Re: Recovery of corrupted filesystem

Hi,

>"...the VGID information on the disks are removed when doing the vgreduce command."

You could add the LVM header back to your disk with vgcfgrestore. For this, I would first deactivate the VG in the new SAN. After that, I would do a vgchgid to the disks in the old SAN, and try to import the old LUNs as a completely new VG, independent from the VG in the new SAN. Use a map file from the new VG, with the device files feeded into vgimport.

Let's see if it works, I never did things like this, but in theory it should work... ;)

Regards,
Viktor
****
Unix operates with beer.
Viktor Balogh
Honored Contributor

Re: Recovery of corrupted filesystem


> "It actually seems like the filesystem has become corrupt in some way. Not that I know of how, but the files are 'accessible' but the binaries seems to be corrupt."

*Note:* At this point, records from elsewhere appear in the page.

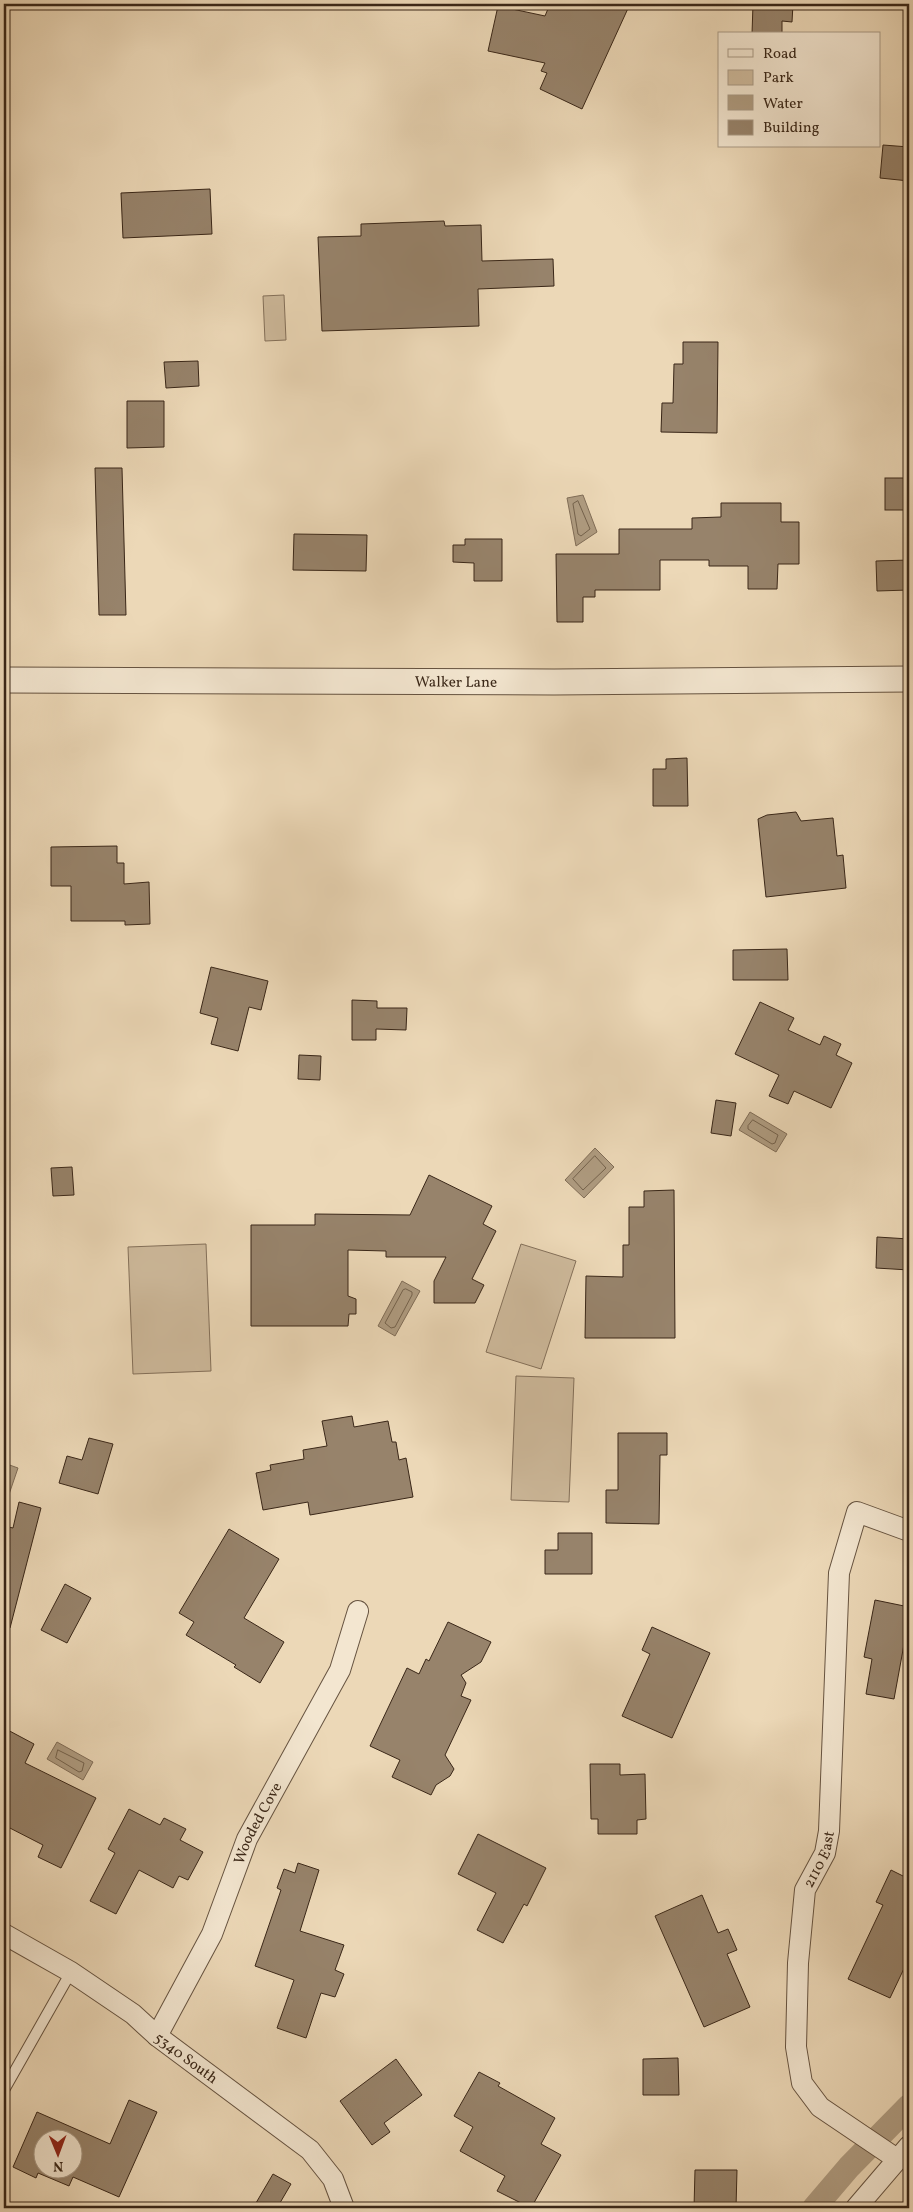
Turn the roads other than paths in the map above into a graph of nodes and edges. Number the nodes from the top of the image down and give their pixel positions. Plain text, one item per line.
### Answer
1 (909, 679) edge
2 (4, 680) edge
3 (909, 1531) edge
4 (358, 1611) dead end
5 (4, 1934) edge
6 (71, 1972) junction
7 (157, 2036) junction
8 (4, 2090) edge
9 (897, 2152) edge
10 (344, 2208) edge
11 (856, 2208) edge

1 - 2 street, Walker Lane
3 - 9 street, 2110 East
4 - 7 street, Wooded Cove
5 - 6 street, 5340 South
6 - 7 street, 5340 South
6 - 8 lane
7 - 10 street, 5340 South
9 - 11 street

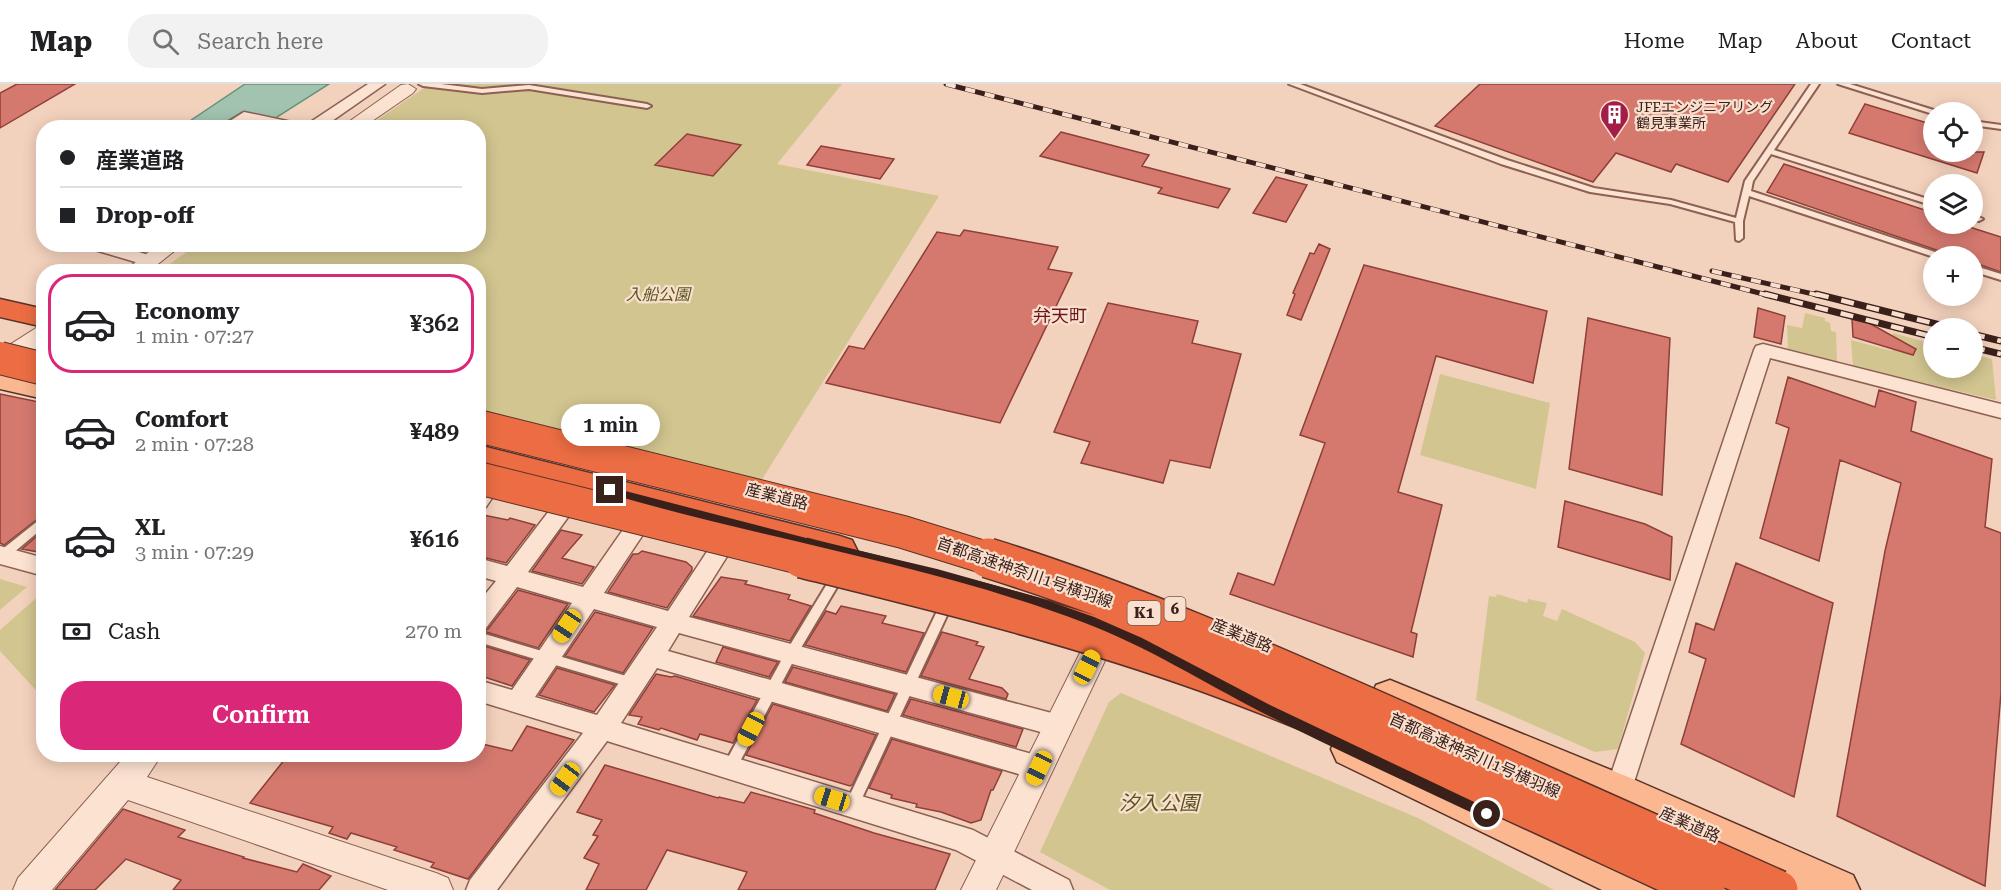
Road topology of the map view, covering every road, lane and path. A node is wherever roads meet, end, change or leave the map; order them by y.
1 (378, 84) edge
2 (384, 84) edge
3 (1293, 84) edge
4 (1815, 84) edge
5 (1842, 84) edge
6 (415, 86) edge
7 (647, 106) dead end
8 (1923, 108) edge
9 (238, 120) edge
10 (263, 120) edge
11 (323, 120) edge
12 (362, 120) edge
13 (1983, 125) edge
14 (2001, 127) edge
15 (1769, 152) junction
16 (1746, 192) junction
17 (1923, 201) edge
18 (1739, 221) junction
19 (1739, 238) dead end
20 (1923, 251) edge
21 (111, 252) edge
22 (161, 252) edge
23 (137, 264) edge
24 (144, 264) edge
25 (1983, 272) edge
26 (2001, 278) edge
27 (0, 308) edge
28 (0, 314) edge
29 (36, 316) edge
30 (36, 321) edge
31 (36, 339) edge
32 (36, 363) edge
33 (2, 365) edge
34 (36, 368) edge
35 (36, 384) edge
36 (2001, 411) edge
37 (486, 428) edge
38 (486, 428) edge
39 (486, 445) edge
40 (486, 458) edge
41 (526, 461) junction
42 (486, 493) edge
43 (486, 494) edge
44 (560, 513) junction
45 (36, 527) edge
46 (635, 530) junction
47 (922, 532) junction
48 (720, 550) junction
49 (1, 555) edge
50 (36, 565) edge
51 (486, 569) edge
52 (512, 575) junction
53 (834, 582) junction
54 (587, 596) junction
55 (944, 609) junction
56 (486, 610) edge
57 (673, 622) junction
58 (486, 639) edge
59 (1096, 650) junction
60 (791, 654) junction
61 (547, 656) junction
62 (651, 656) junction
63 (633, 683) junction
64 (908, 685) junction
65 (771, 691) junction
66 (486, 692) edge
67 (517, 702) junction
68 (1266, 709) junction
69 (889, 725) junction
70 (1059, 726) junction
71 (602, 730) junction
72 (140, 762) edge
73 (730, 767) junction
74 (1039, 768) junction
75 (122, 783) junction
76 (1618, 792) junction
77 (852, 805) junction
78 (996, 857) junction
79 (1593, 864) junction
80 (30, 890) edge
81 (436, 890) edge
82 (480, 890) edge
83 (978, 890) edge
84 (1059, 890) edge
85 (1649, 890) edge
86 (1705, 890) edge
87 (1778, 890) edge
88 (1838, 890) edge

1 - 11 street
2 - 6 street
3 - 18 lane
4 - 15 lane
5 - 8 lane
6 - 7 lane
6 - 12 street
9 - 10 street
13 - 14 lane
15 - 16 lane
15 - 17 lane
16 - 18 lane
16 - 20 lane
18 - 19 lane
21 - 23 street
22 - 24 street
25 - 26 lane
27 - 29 highway
28 - 30 main road
31 - 33 street
32 - 33 highway, bridge
33 - 34 highway, bridge
33 - 35 main road
36 - 76 street
37 - 47 main road, 産業道路 / 6
38 - 87 highway, 首都高速神奈川1号横羽線 / K1, bridge
39 - 41 highway
40 - 41 highway
41 - 47 highway
41 - 68 highway
42 - 86 highway, 首都高速神奈川1号横羽線 / K1, bridge
43 - 44 main road
44 - 46 main road
44 - 52 street
45 - 49 lane
46 - 48 main road
46 - 54 street
47 - 76 main road, 産業道路 / 6
48 - 53 main road
48 - 57 street
49 - 50 street
51 - 52 street
52 - 54 street
52 - 56 street
53 - 55 main road
53 - 60 lane
54 - 57 street
54 - 61 street
55 - 59 main road
55 - 64 lane
57 - 60 street
57 - 62 street
58 - 61 lane
59 - 68 main road
59 - 70 street
60 - 64 street
60 - 65 lane
61 - 63 lane
61 - 67 street
62 - 63 street
62 - 65 street
63 - 71 street
64 - 69 lane
64 - 70 street
65 - 69 street
65 - 73 lane
66 - 67 street
67 - 71 street
68 - 79 main road
69 - 74 street
69 - 77 lane
70 - 74 street
71 - 73 street
71 - 82 street
72 - 75 street
73 - 77 street
74 - 78 street
75 - 80 street
75 - 81 street
76 - 79 street
76 - 88 main road, 産業道路 / 6
77 - 78 street
78 - 83 street
78 - 84 street
79 - 85 main road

> "I have copied a few of the binaries from the testing environment to the productive one, and they seem to work... "

It is not clear to me how could only the binaries get corrupted and not the whole fs. Has it something to do with copying from test to prod? Did you do an fsck to the filesystem? Did it show up any consistency errors? Should the binaries be the same on test and prod? (If yes, why not overwrite all prod executables with test ones, after a backup of prod?)
****
Unix operates with beer.
A Pedersen
Occasional Advisor

Re: Recovery of corrupted filesystem

Viktor:
Regarding the corrupted binaries. That is excactly my point - I can't be sure that it's only the binaries that is corrupt. Those were just the ones 'easiest' to identify, as the processes woulnd't start up. But, when I replaced the specific binaries with the ones from the testing environment, I could start up some of the processes.
Plus, some of the binaries differ from testing environment to production environment, as there has been development changes which has been implemented in the testing environment but not in the production environment yet.

I'll look a bit more into your suggestion regarding vgcfgrestore, import chgid etc.